2.55 Currently, houses which are rented or sold must have an energy efficiency assessment in the form of an EPC as a requirement of the EU Energy Performance of Buildings Directive ( EPBD). This is set out within building regulations (for new homes) and in the Energy Performance of Buildings (Scotland) Regulation. Additional provisions are identified in the Home Report regulations for houses being marketed for sale.

2.56 The Scottish Government consulted on proposals to amend the EPC processes to take account of the recast of the EPBD, with the consultation closing in January 2012. As part of this, a revised format for the EPC will be available from October 2012. The main changes relate to processes and ensuring that the recommendations report, which currently is only a requirement for Home Report purposes, must always be provided along with the EPC (which includes the rating for the property). This means that all EPCs generated after September 2012 will have the recommendations report which includes further information on cost effective measures.

2.57 The review focuses on processes which deliver information to building owners. In particular:

  • review and implementation of revised practice in the operation of Approved Organisations; amendment to working practice of assessors to improve consistency;
  • amendment in the procedure for delivery of newbuild EPCs; and
  • introduction of quality assurance measures - sample checking of EPCs.

2.58 The UK Government's Green Deal programme will also use the EPC as the basis for Green Deal assessments. Assessments will be based on the Reduced Data Standard Assessment Procedure (RdSAP). This has been adapted for the Green Deal. Changes include the use of regional climate data in calculating the cost- benefit of improvement measures and the addition of further improvement measures to the list that RdSAP can recommend (and flagging which measures can be funded under Green Deal). Enhancements that will improve assessment, including under Green Deal, include:

  • greater flexibility in the assessor input of dwelling data, including a more detailed definition of building elements where needed (for example, differing areas of construction on the same wall);
  • the facility to use fabric U-values other than the RdSAP defaults (based upon age and construction type); and
  • recognition of a range of newer building services technologies and types of microgeneration.

2.59 In our March 2011 statement we said that we would consider carrying out further research to see whether the EPC would be an appropriate route to assess energy efficiency for regulation purposes. Feedback from consultation on the Energy Efficiency Action Plan and from discussions with stakeholders suggests that research should look into issues such as the data used to generate the EPC, its predictive accuracy, applicability to all housing types and impact on promoting improvements.

2.60 We also propose that any research should consider how the information presented in an EPC could be amended to help provide useful information and drive behaviour change.

Q22: How could we amend EPCs to make them a more useful tool for influencing behaviour change to improve energy efficiency?

Role of incentives, design and timing of minimum standards

2.61 As set out above, the Scottish Government proposes to draw together a range of stakeholders to form a working group that will consider whether it might be appropriate to introduce minimum energy efficiency standards for private sector housing. In looking at options for possible regulation, our guiding principles will be that:

a) Any regulation should fit with incentives, such as under the National Retrofit Programme, to encourage voluntary action and maximise opportunities to make use of incentives.

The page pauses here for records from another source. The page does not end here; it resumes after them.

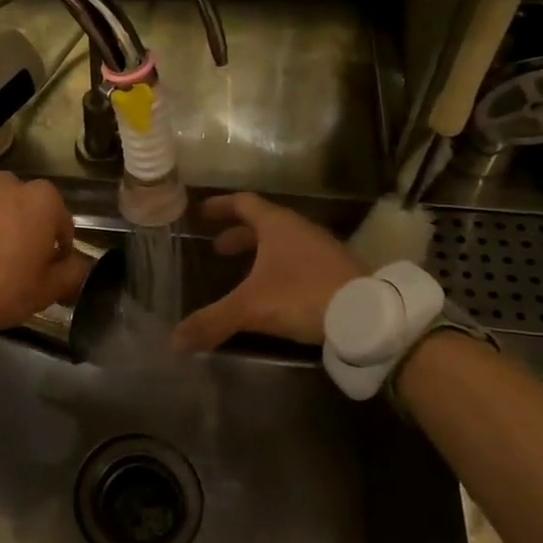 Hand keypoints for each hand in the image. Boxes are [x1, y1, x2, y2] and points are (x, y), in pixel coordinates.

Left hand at [0, 167, 91, 332]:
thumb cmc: (0, 287)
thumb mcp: (45, 292)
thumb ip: (72, 273)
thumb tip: (80, 263)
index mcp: (45, 203)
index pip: (63, 223)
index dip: (59, 248)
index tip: (49, 268)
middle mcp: (15, 184)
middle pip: (29, 205)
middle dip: (28, 225)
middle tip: (16, 257)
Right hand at [172, 193, 364, 352]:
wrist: (368, 315)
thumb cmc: (303, 295)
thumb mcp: (251, 308)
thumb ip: (213, 321)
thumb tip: (174, 340)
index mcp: (277, 225)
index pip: (244, 202)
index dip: (220, 206)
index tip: (201, 213)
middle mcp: (300, 229)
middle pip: (263, 223)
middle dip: (238, 235)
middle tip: (217, 250)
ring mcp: (322, 248)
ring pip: (284, 242)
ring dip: (261, 252)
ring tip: (243, 272)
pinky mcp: (337, 270)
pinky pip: (300, 260)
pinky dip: (280, 267)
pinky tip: (276, 291) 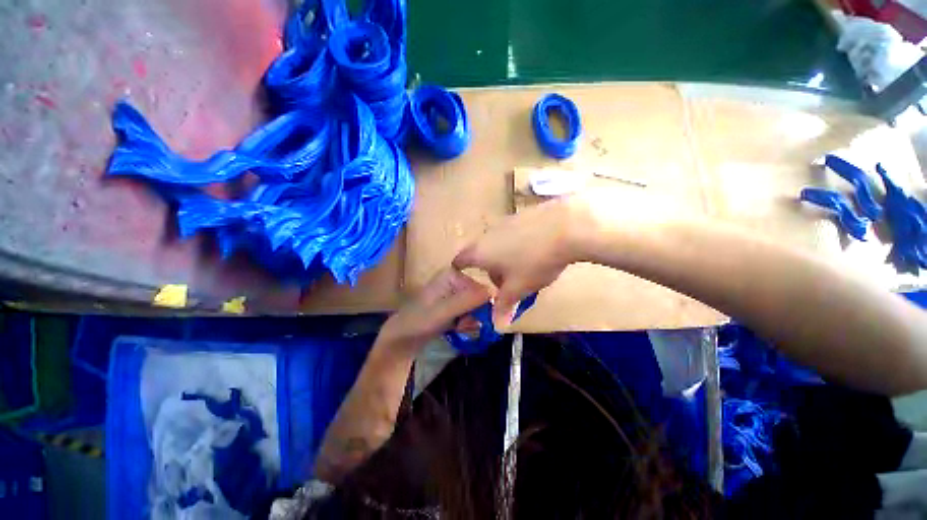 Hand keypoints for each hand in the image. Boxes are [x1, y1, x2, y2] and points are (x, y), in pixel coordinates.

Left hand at [379, 267, 491, 351]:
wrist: (401, 339)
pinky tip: (458, 329)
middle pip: (480, 297)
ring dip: (472, 320)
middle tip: (465, 326)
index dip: (484, 306)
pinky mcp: (453, 306)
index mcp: (452, 275)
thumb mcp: (442, 312)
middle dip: (476, 314)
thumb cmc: (417, 323)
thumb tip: (492, 291)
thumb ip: (466, 301)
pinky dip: (467, 323)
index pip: (481, 288)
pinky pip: (470, 313)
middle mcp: (455, 281)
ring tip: (459, 328)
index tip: (479, 320)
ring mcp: (454, 293)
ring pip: (476, 307)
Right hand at [453, 197, 582, 328]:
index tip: (470, 283)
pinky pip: (512, 234)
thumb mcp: (519, 288)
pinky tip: (537, 251)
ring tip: (525, 269)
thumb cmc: (534, 261)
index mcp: (479, 252)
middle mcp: (487, 234)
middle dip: (490, 271)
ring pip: (497, 245)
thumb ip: (504, 306)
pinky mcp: (521, 215)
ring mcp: (504, 222)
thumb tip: (497, 324)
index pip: (459, 261)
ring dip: (505, 258)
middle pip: (481, 255)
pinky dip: (517, 245)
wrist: (566, 225)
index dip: (461, 273)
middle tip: (506, 284)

b) The design of standards should be clear, understandable and appropriate to Scottish housing types, and regulation should be financially sustainable and equitable.

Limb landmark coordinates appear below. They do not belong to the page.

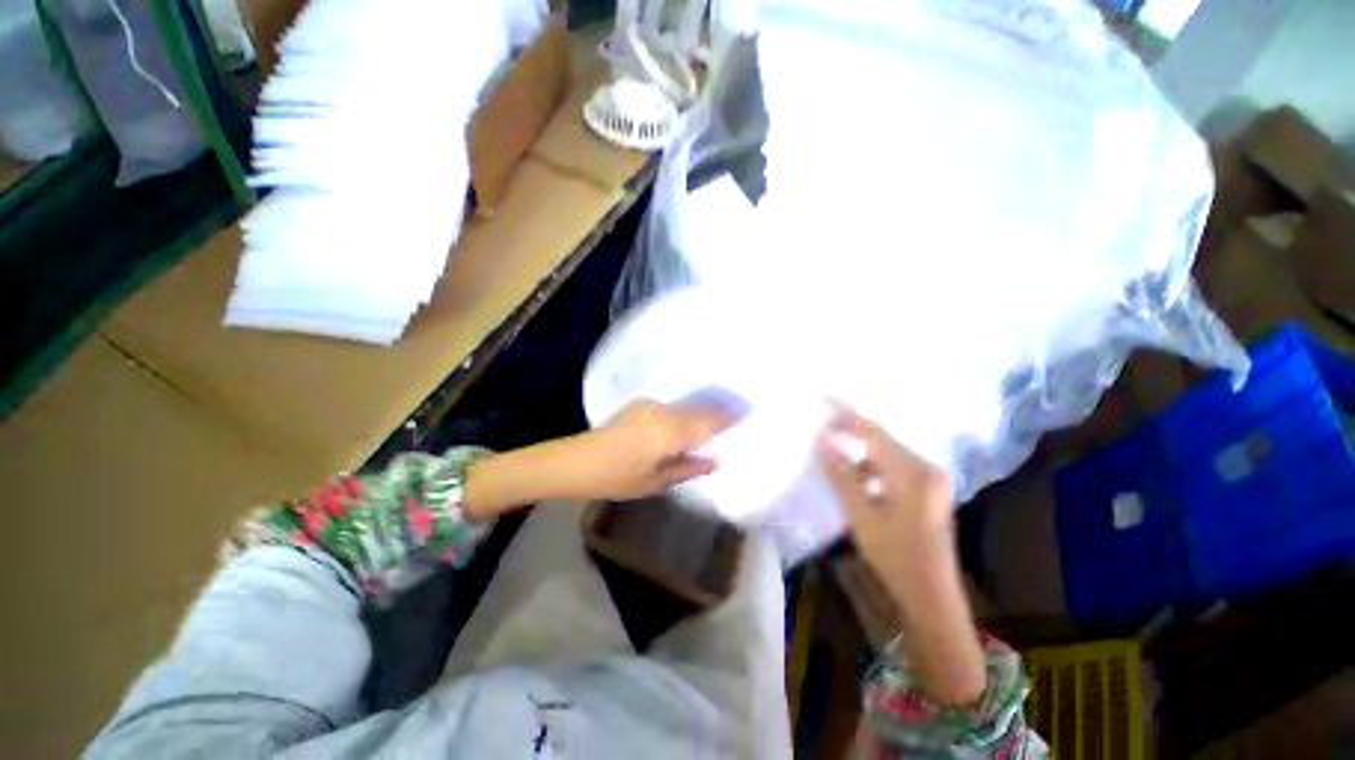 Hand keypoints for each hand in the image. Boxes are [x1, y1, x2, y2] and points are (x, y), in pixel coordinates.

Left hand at [570, 399, 733, 501]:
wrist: (575, 461)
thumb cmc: (615, 478)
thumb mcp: (655, 482)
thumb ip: (687, 468)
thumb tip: (715, 460)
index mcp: (669, 432)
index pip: (708, 423)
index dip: (728, 420)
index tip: (746, 418)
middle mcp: (663, 412)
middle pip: (700, 411)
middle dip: (719, 414)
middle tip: (737, 419)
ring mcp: (651, 405)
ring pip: (687, 407)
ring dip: (703, 413)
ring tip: (718, 422)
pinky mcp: (641, 404)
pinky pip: (674, 407)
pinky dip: (687, 413)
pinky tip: (691, 423)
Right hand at [816, 403, 953, 573]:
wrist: (932, 596)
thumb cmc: (895, 557)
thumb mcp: (861, 514)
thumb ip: (841, 474)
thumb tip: (821, 441)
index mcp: (913, 473)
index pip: (873, 432)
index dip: (845, 413)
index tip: (823, 397)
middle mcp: (926, 468)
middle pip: (881, 439)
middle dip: (850, 431)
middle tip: (820, 426)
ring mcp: (931, 479)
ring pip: (886, 454)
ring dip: (860, 453)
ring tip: (832, 453)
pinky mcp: (929, 490)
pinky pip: (894, 468)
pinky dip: (872, 468)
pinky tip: (855, 479) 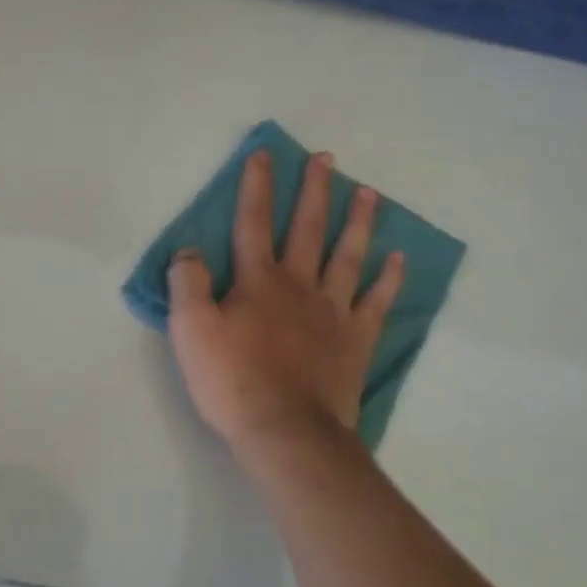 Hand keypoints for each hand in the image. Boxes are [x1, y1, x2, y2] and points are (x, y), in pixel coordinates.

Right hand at [168, 150, 402, 457]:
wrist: (287, 432)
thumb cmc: (233, 381)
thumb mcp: (190, 330)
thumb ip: (187, 284)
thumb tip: (189, 250)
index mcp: (258, 280)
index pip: (253, 221)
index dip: (256, 186)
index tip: (264, 154)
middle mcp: (299, 284)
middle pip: (307, 227)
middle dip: (314, 190)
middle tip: (327, 159)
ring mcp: (333, 311)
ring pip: (348, 256)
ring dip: (358, 222)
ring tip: (369, 193)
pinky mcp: (356, 340)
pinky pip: (376, 302)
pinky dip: (389, 279)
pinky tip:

c) The timing of introducing any regulations should be appropriate - there should be sufficient lead in time to the introduction of regulation to enable owners to prepare for it. Consideration also needs to be given to the rollout of Green Deal and what impact this will have on energy efficiency, and timing should take account of housing market conditions.

These issues are explored in more detail below.

Q23: Are there other key principles that we ought to consider when looking at the possible introduction of regulations?

(a) Role of incentives

2.62 Chapter 1 sets out our plans for a National Retrofit Programme which includes the provision of incentives to support householders in improving the energy efficiency of their properties.

2.63 The take up of incentives and voluntary action will determine the need for regulation in achieving our emission reduction targets. But the knowledge of forthcoming regulation can itself drive take up of incentives, and so reduce the amount of enforcement needed once standards are in force. It will be important that the take up of incentives and the impact of voluntary action is assessed, and that there is clarity as to when and what standards will apply.

2.64 Regulation could require owners to carry out only the work for which incentives are, or have been, available. For example, the current intention in England and Wales is that PRS properties will not be able to be rented out after 2018 if the property has an EPC rating of F or G rating, unless all the Green Deal finance available on the property has been taken out.

2.65 Alternatively, regulations could set a higher level which is more easily achievable once incentives have been available for part of that work.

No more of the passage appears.